Adaptation d’un roman noir de Brigitte Aubert, Mauvais genres diffère peu des séries policières pédagogico-sociologiques, véritables plaies de la fiction télé. L’histoire : à Bruxelles, alors qu’une série de meurtres endeuille le plus vieux métier du monde, Bo Ancelin, jeune travesti issu de milieux bourgeois tombe follement amoureux d’un beau Johnny, serveur le jour, prostitué la nuit qui le rejette avec une cruauté suspecte. Le film de Girod se fixe deux objectifs : d’abord, résoudre l’énigme policière, ensuite, comprendre la relation très conflictuelle entre Bo et Johnny. Comme l’indique son titre lourdaud, le dernier long métrage de Francis Girod est un film de genre, un polar ; il en respecte les règles -personnages types, inscription de l’histoire dans un milieu que la fiction découvre, intrigues qui se croisent, climat tendu. Comment se fait-il alors qu’il ne parvienne pas à se démarquer de son référent télé ? Que le film rappelle davantage Navarro que Série noire d’Alain Corneau ?

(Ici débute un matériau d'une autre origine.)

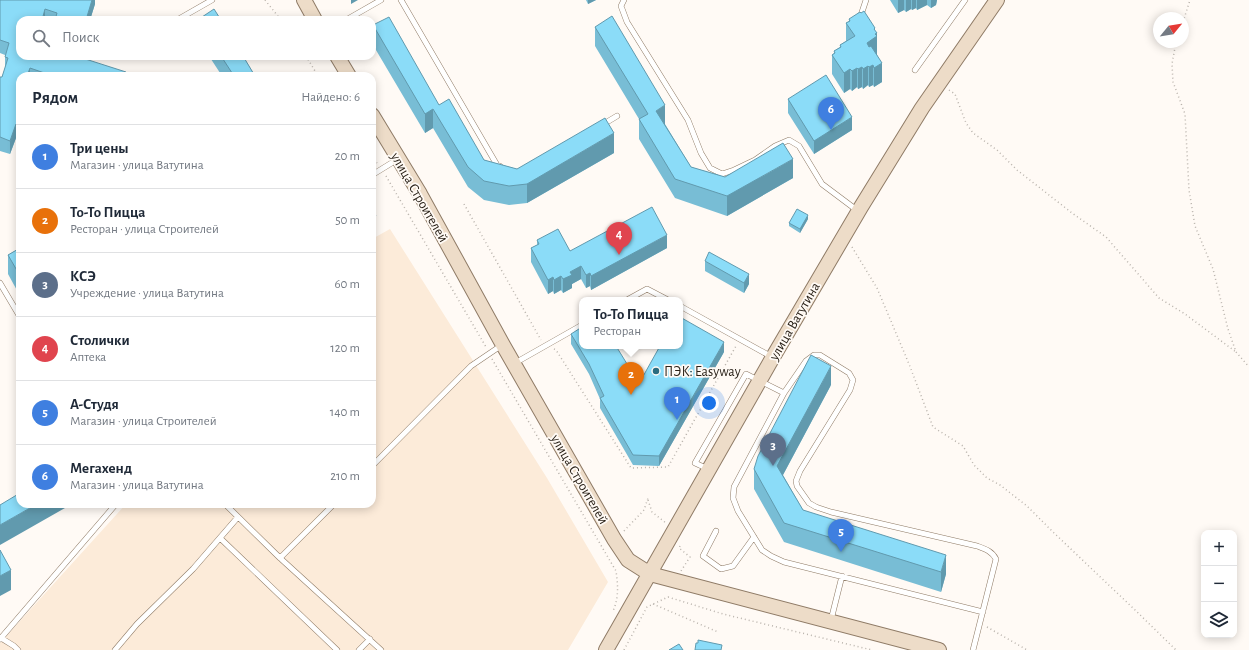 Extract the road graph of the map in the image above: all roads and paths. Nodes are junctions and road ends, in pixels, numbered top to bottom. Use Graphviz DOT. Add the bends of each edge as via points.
graph roads {
  1 [pos="212,0"];
  2 [pos="265,0"];
  3 [pos="304,0"];
  4 [pos="381,0"];
  5 [pos="401,0"];
  6 [pos="624,0"];
  7 [pos="866,0"];
  8 [pos="965,0"];
  9 [pos="997,0"];
  10 [pos="1190,0"];
  11 [pos="1186,12"];
  12 [pos="184,16"];
  13 [pos="278,16"];
  14 [pos="313,16"];
  15 [pos="353,16"];
  16 [pos="859,25"];
  17 [pos="1175,48"];
  18 [pos="308,60"];
  19 [pos="339,60"];
  20 [pos="914,70"];
  21 [pos="316,72"];
  22 [pos="347,72"];
  23 [pos="938,84"];
  24 [pos="617,116"];
  25 [pos="376,122"];
  26 [pos="597,128"];
  27 [pos="398,159"];
  28 [pos="503,167"];
  29 [pos="381,169"];
  30 [pos="376,172"];
  31 [pos="464,204"];
  32 [pos="858,211"];
  33 [pos="843,238"];
  34 [pos="0,283"];
  35 [pos="633,297"];
  36 [pos="663,297"];
  37 [pos="683,308"];
  38 [pos="16,310"];
  39 [pos="579,327"];
  40 [pos="740,339"];
  41 [pos="503,345"];
  42 [pos="547,345"];
  43 [pos="1236,352"];
  44 [pos="489,354"];
  45 [pos="773,357"];
  46 [pos="514,364"];
  47 [pos="1249,367"];
  48 [pos="760,381"];
  49 [pos="784,393"];
  50 [pos="376,462"];
  51 [pos="113,508"];
  52 [pos="229,508"];
  53 [pos="330,508"];
  54 [pos="238,517"];
  55 [pos="667,524"];
  56 [pos="624,531"];
  57 [pos="716,531"];
  58 [pos="754,537"];
  59 [pos="220,538"];
  60 [pos="681,543"];
  61 [pos="280,558"];
  62 [pos="650,574"];
  63 [pos="842,576"];
  64 [pos="676,581"];
  65 [pos="668,597"];
  66 [pos="653,604"];
  67 [pos="983,612"];
  68 [pos="612,616"];
  69 [pos="830,621"];
  70 [pos="980,622"];
  71 [pos="718,632"];
  72 [pos="0,638"];
  73 [pos="370,639"];
  74 [pos="18,650"];
  75 [pos="115,650"];
  76 [pos="337,650"];
  77 [pos="359,650"];
  78 [pos="381,650"];
  79 [pos="606,650"];
  80 [pos="624,650"];
  81 [pos="872,650"];
  82 [pos="939,650"];
  83 [pos="973,650"];
  84 [pos="1027,650"];
  85 [pos="1176,650"];
  1 -- 12 [label="lane"];
  2 -- 13 [label="path"];
  3 -- 14 [label="street"];
  4 -- 15 [label="lane"];
  5 -- 28 [label="lane" via="497,165"];
  6 -- 32 [label="lane" via="621,6 626,22 688,120 710,168 722,174 734,170 789,140 799,146 822,184"];
  7 -- 16 [label="lane"];
  8 -- 20 [label="lane"];
  9 -- 23 [label="street, улица Ватутина"];
  10 -- 11 [label="path"];
  17 -- 43 [label="path" via="1172,64 1173,82 1185,114 1189,190 1195,226 1217,280"];
  18 -- 21 [label="path"];
  19 -- 22 [label="street"];
  23 -- 32 [label="street, улица Ватутина"];
  23 -- 43 [label="path" via="955,94 966,123 973,133 997,150 1017,170 1106,237 1160,298"];
  24 -- 26 [label="lane"];
  25 -- 27 [label="street, улица Строителей"];
  27 -- 29 [label="lane"];
  27 -- 41 [label="street, улица Строителей"];
  29 -- 30 [label="lane"];
  29 -- 44 [label="path"];
  31 -- 42 [label="path" via="541,340"];
  32 -- 33 [label="street, улица Ватутина"];
  33 -- 45 [label="street, улица Ватутина"];
  33 -- 85 [label="path" via="852,247 877,288 933,427 963,446 974,465 987,478 1027,506"];
  34 -- 38 [label="lane"];
  35 -- 36 [label="lane" via="648,289"];
  37 -- 40 [label="lane"];
  39 -- 42 [label="lane"];
  40 -- 42 [label="path" via="668,467 631,468 556,350"];
  40 -- 45 [label="lane"];
  41 -- 44 [label="lane"];
  41 -- 46 [label="street, улица Строителей"];
  42 -- 46 [label="lane"];
  43 -- 47 [label="path"];
  44 -- 50 [label="lane" via="471,366"];
  44 -- 68 [label="path" via="616,572 618,587"];
  45 -- 48 [label="street, улица Ватутина"];
  46 -- 62 [label="street, улица Строителей" via="614,539 628,560"];
  48 -- 49 [label="lane"];
  48 -- 62 [label="street, улица Ватутина"];
  49 -- 58 [label="lane" via="734,487 733,498"];
  49 -- 67 [label="lane" via="806,361 814,355 849,373 853,380 850,390 800,471 797,486 809,503 831,512 989,550 996,559"];
  51 -- 72 [label="lane"];
  52 -- 54 [label="lane"];
  53 -- 61 [label="lane"];
  54 -- 59 [label="lane"];
  54 -- 61 [label="lane"];
  55 -- 56 [label="path" via="652,512 648,498 644,510"];
  57 -- 58 [label="lane" via="703,556 721,568 733,566"];
  58 -- 63 [label="lane" via="762,550 784,562"];
  59 -- 75 [label="lane"];
  59 -- 76 [label="lane"];
  60 -- 64 [label="path" via="679,548 690,557"];
  61 -- 73 [label="lane"];
  62 -- 64 [label="street, улица Строителей"];
  62 -- 79 [label="street, улица Ватутина"];
  63 -- 67 [label="lane"];
  63 -- 69 [label="lane"];
  64 -- 65 [label="path"];
  64 -- 69 [label="street, улица Строителей"];
  65 -- 66 [label="path"];
  65 -- 81 [label="path" via="724,614"];
  66 -- 71 [label="path"];
  66 -- 80 [label="path" via="647,607"];
  67 -- 70 [label="lane"];
  69 -- 82 [label="street, улица Строителей"];
  70 -- 83 [label="lane"];
  70 -- 84 [label="path"];
  72 -- 74 [label="lane"];
  73 -- 77 [label="lane"];
  73 -- 78 [label="lane"];
} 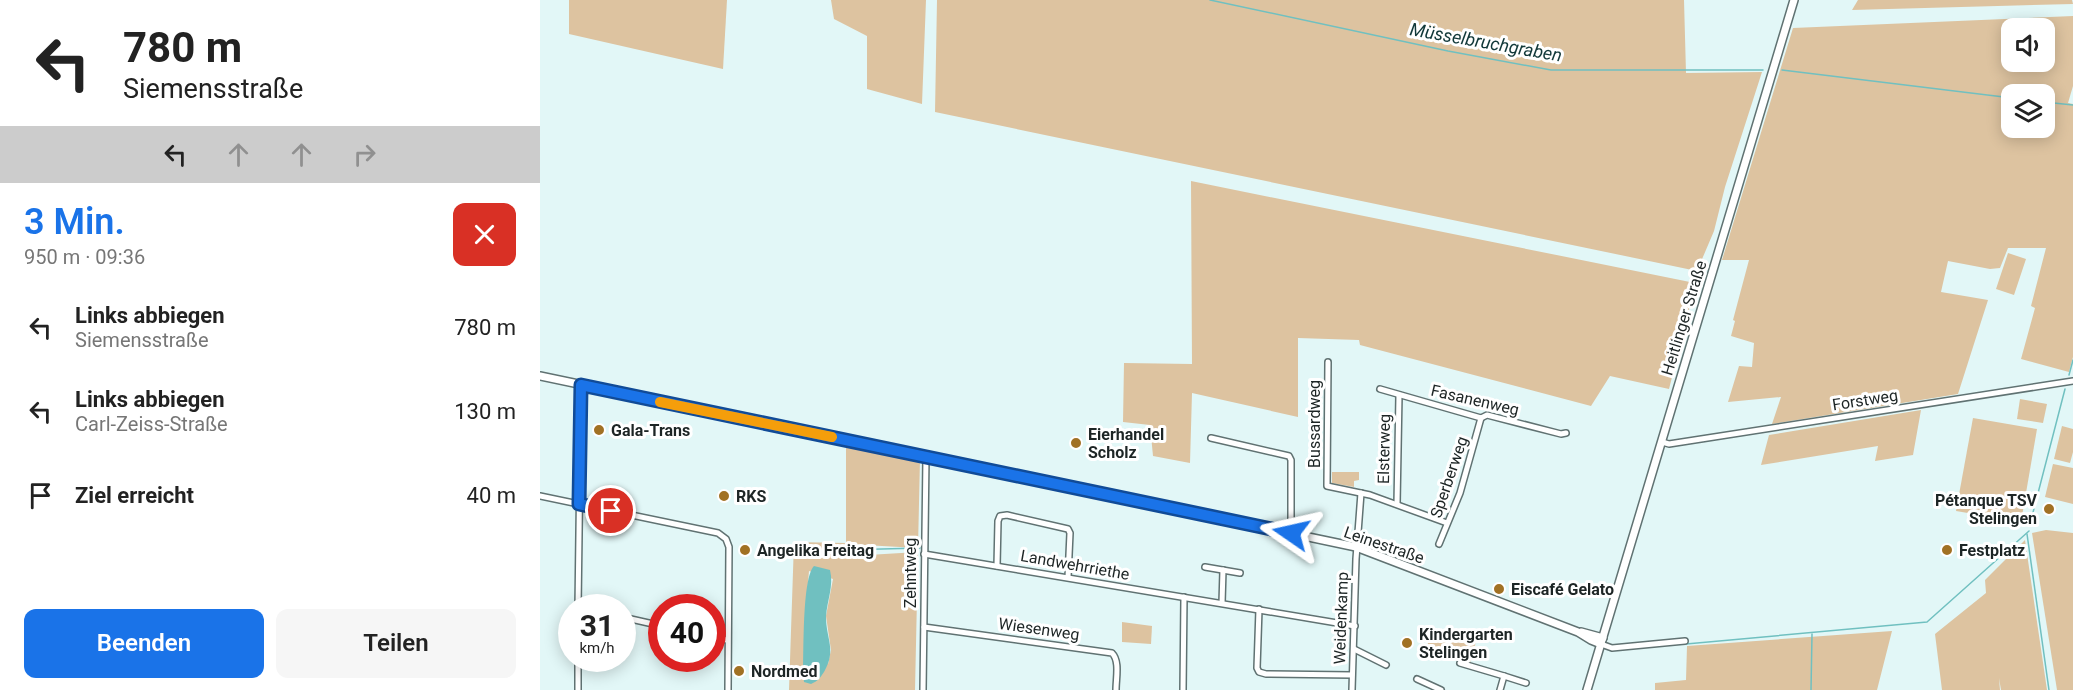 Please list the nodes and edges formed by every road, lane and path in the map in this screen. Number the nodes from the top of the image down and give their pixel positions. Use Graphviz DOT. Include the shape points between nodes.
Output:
graph roads {
  1 [pos="1794,0"];
  2 [pos="1328,362"];
  3 [pos="540,376"];
  4 [pos="2073,381"];
  5 [pos="581,385"];
  6 [pos="1380,389"];
  7 [pos="1399,395"];
  8 [pos="1481,418"];
  9 [pos="1566,433"];
  10 [pos="1211,438"];
  11 [pos="1662,442"];
  12 [pos="926,457"];
  13 [pos="1361,493"];
  14 [pos="540,496"];
  15 [pos="579,504"];
  16 [pos="1397,504"];
  17 [pos="1447,523"];
  18 [pos="1291,533"];
  19 [pos="1439,544"];
  20 [pos="1356,547"];
  21 [pos="924,554"];
  22 [pos="997,566"];
  23 [pos="1205,567"];
  24 [pos="1223,570"];
  25 [pos="1240,573"];
  26 [pos="1068,577"];
  27 [pos="578,594"];
  28 [pos="1184,597"];
  29 [pos="1222,603"];
  30 [pos="1259,609"];
  31 [pos="1355,626"];
  32 [pos="924,627"];
  33 [pos="727,640"];
  34 [pos="1602,641"];
  35 [pos="1685,641"];
  36 [pos="1354,649"];
  37 [pos="1460,663"];
  38 [pos="1386,665"];
  39 [pos="578,672"];
  40 [pos="1352,675"];
  41 [pos="1504,676"];
  42 [pos="1417,679"];
  43 [pos="1526,683"];
  44 [pos="578,690"];
  45 [pos="728,690"];
  46 [pos="923,690"];
  47 [pos="1116,690"];
  48 [pos="1183,690"];
  49 [pos="1352,690"];
  50 [pos="1441,690"];
  51 [pos="1500,690"];
  52 [pos="1587,690"];
  1 -- 11 [label="street, Heitlinger Straße"];
  2 -- 13 [label="street, Bussardweg" via="1327,486"];
  3 -- 5 [label="street, Leinestraße"];
  4 -- 11 [label="street, Forstweg" via="1669,444"];
  5 -- 12 [label="street, Leinestraße"];
  5 -- 15 [label="street"];
  6 -- 7 [label="street, Fasanenweg"];
  7 -- 8 [label="street, Fasanenweg"];
  7 -- 16 [label="street, Elsterweg"];
  8 -- 9 [label="street, Fasanenweg" via="1487,415"];
  8 -- 17 [label="street, Sperberweg" via="1460,493"];
  10 -- 18 [label="street" via="1289,456"];
  11 -- 34 [label="street, Heitlinger Straße"];
  12 -- 18 [label="street, Leinestraße"];
  12 -- 21 [label="street, Zehntweg"];
  13 -- 16 [label="street"];
  13 -- 20 [label="street, Weidenkamp"];
  14 -- 15 [label="street"];
  15 -- 27 [label="street"];
  15 -- 33 [label="street" via="724,537 729,547"];
  16 -- 17 [label="street"];
  17 -- 19 [label="street, Sperberweg"];
  18 -- 20 [label="street, Leinestraße"];
  20 -- 31 [label="street, Weidenkamp"];
  20 -- 34 [label="street, Leinestraße"];
  21 -- 22 [label="street, Landwehrriethe"];
  21 -- 32 [label="street, Zehntweg"];
  22 -- 26 [label="street, Landwehrriethe"];
  22 -- 26 [label="street" via="999,518 1003,514 1068,529"];
  23 -- 24 [label="street"];
  24 -- 25 [label="street"];
  24 -- 29 [label="street"];
  26 -- 28 [label="street, Landwehrriethe"];
  28 -- 29 [label="street, Landwehrriethe"];
  28 -- 48 [label="street"];
  29 -- 30 [label="street, Landwehrriethe"];
  30 -- 31 [label="street, Landwehrriethe"];
  30 -- 40 [label="street" via="1259,672"];
  31 -- 36 [label="street, Weidenkamp"];
  32 -- 46 [label="street, Zehntweg"];
  32 -- 47 [label="street, Wiesenweg" via="1112,653 1116,660"];
  33 -- 45 [label="street"];
  34 -- 35 [label="street" via="1612,648"];
  34 -- 52 [label="street, Heitlinger Straße"];
  36 -- 38 [label="street"];
  36 -- 40 [label="street, Weidenkamp"];
  37 -- 41 [label="street"];
  39 -- 44 [label="street"];
  40 -- 49 [label="street, Weidenkamp"];
  41 -- 43 [label="street"];
  41 -- 51 [label="street"];
  42 -- 50 [label="street"];
} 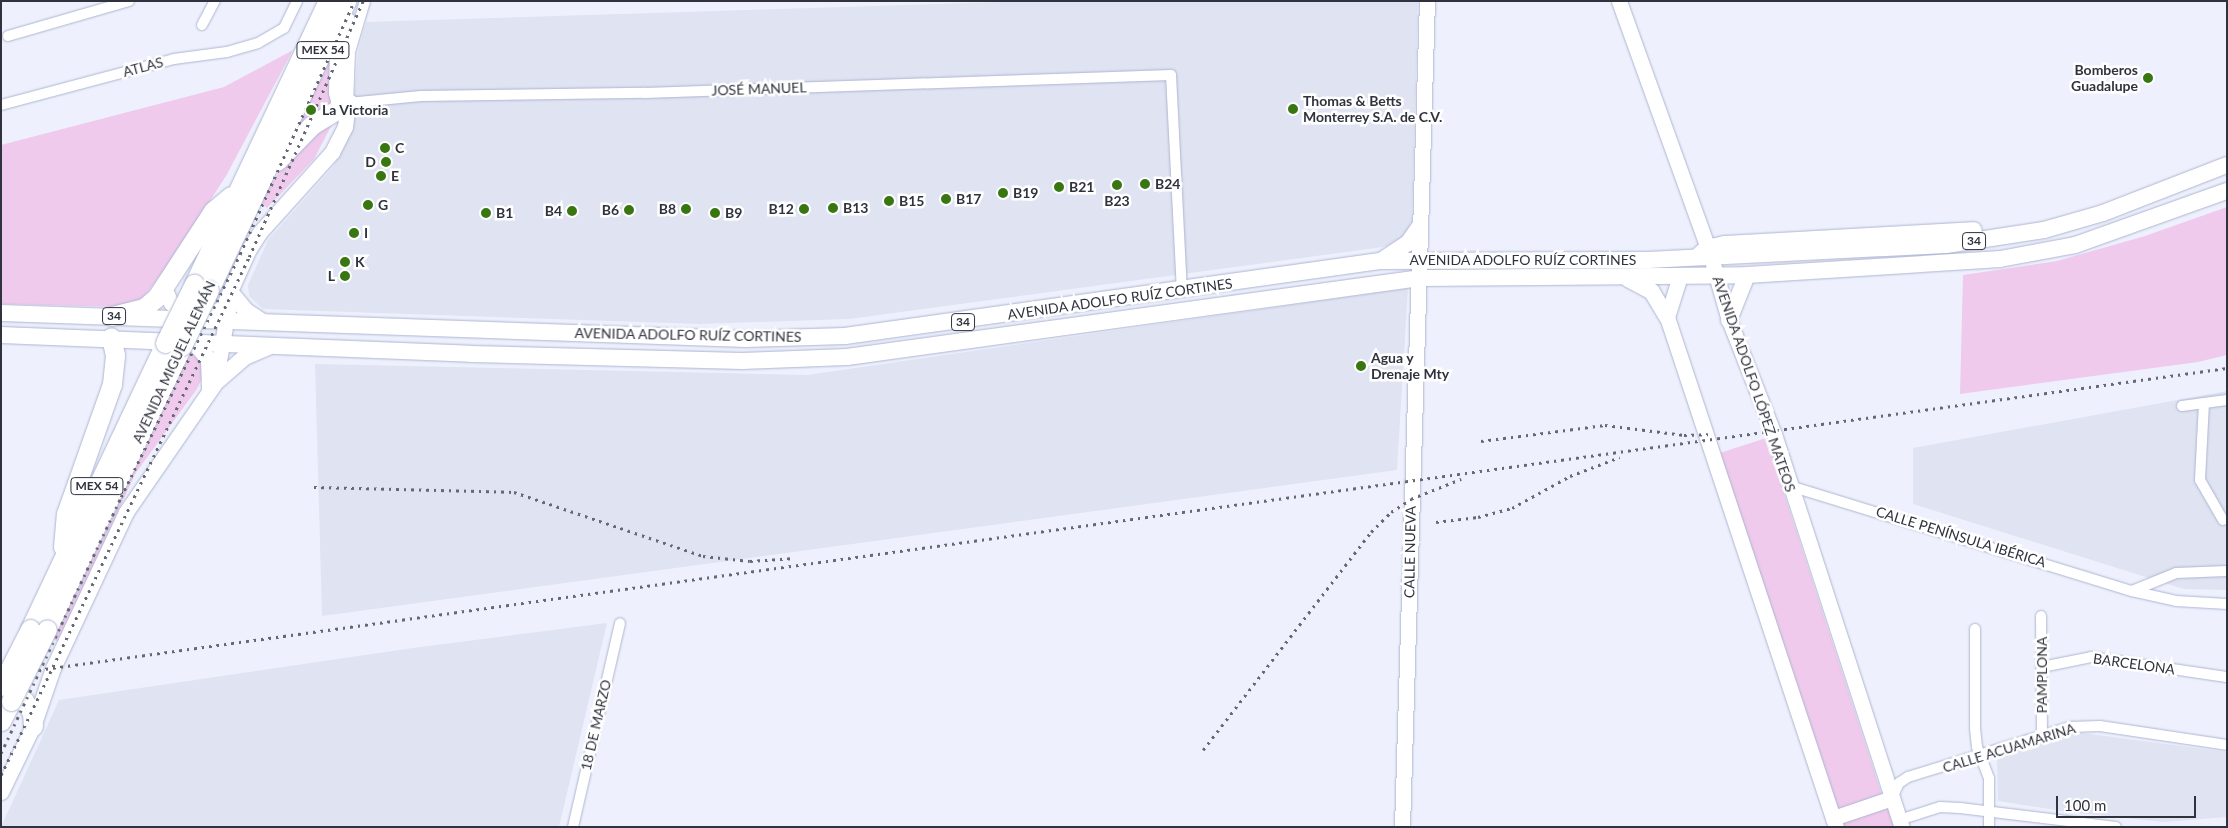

Le rapport du film aux personnages est peut-être une clé. Comme dans les fictions télé, les héros de Mauvais genres ont un lourd passé derrière eux. De cette histoire personnelle qui ne passe pas et qui les font tels qu’ils sont, c’est-à-dire toujours un peu trop « cuits » pour les confessions à Mireille Dumas ou les romans de gare, le film ne dira pas grand-chose : quelques répliques aussi allusives que stratégiques pour souffler au spectateur complice que « c’est encore plus compliqué qu’il n’imagine » et un final en flash-back fourre-tout soldent seuls et à bon compte ce qui tient lieu de respect des scénaristes pour le vécu de leur créatures-specimen. Ce qui rend Mauvais genres si désagréable, c’est cet écart entre l’intention affichée d’être proche du vécu des personnages et les solutions trouvées pour rendre compte de leur histoire et de leurs sentiments. A cet égard, une scène est exemplaire : celle où Bo ne trouve pas les mots pour dénoncer son père soupçonné d’attouchements sexuels à son égard. Non seulement la scène reprend le dispositif de la confession télé dans une sur-dramatisation douteuse et insincère -le flic qui tique, le père notable qui fronce les sourcils, le fils qui éclate en sanglots -mais jamais cette question, si cruciale dans l’histoire de Bo, ne sera plus posée dans le film, tout occupé à dénouer les fils d’intrigues des autres personnages, de manière aussi expéditive (voir la résolution grand-guignolesque de l’énigme).

Certes, on sent la volonté de Girod de saisir ses personnages dans leur quotidien -les scènes d’amitié entre Bo et sa copine Maeva, sa complicité avec une veille voisine, etc.-, mais la tentative échoue parce que recouverte par une explication qui ne tarde pas à venir nourrir l’intrigue, la faire avancer. C’est surtout cette mécanique scénaristique plaquée sur du vivant, cette impossibilité de faire des personnages autre chose que des fonctions qui font de Mauvais genres un téléfilm sans surprises.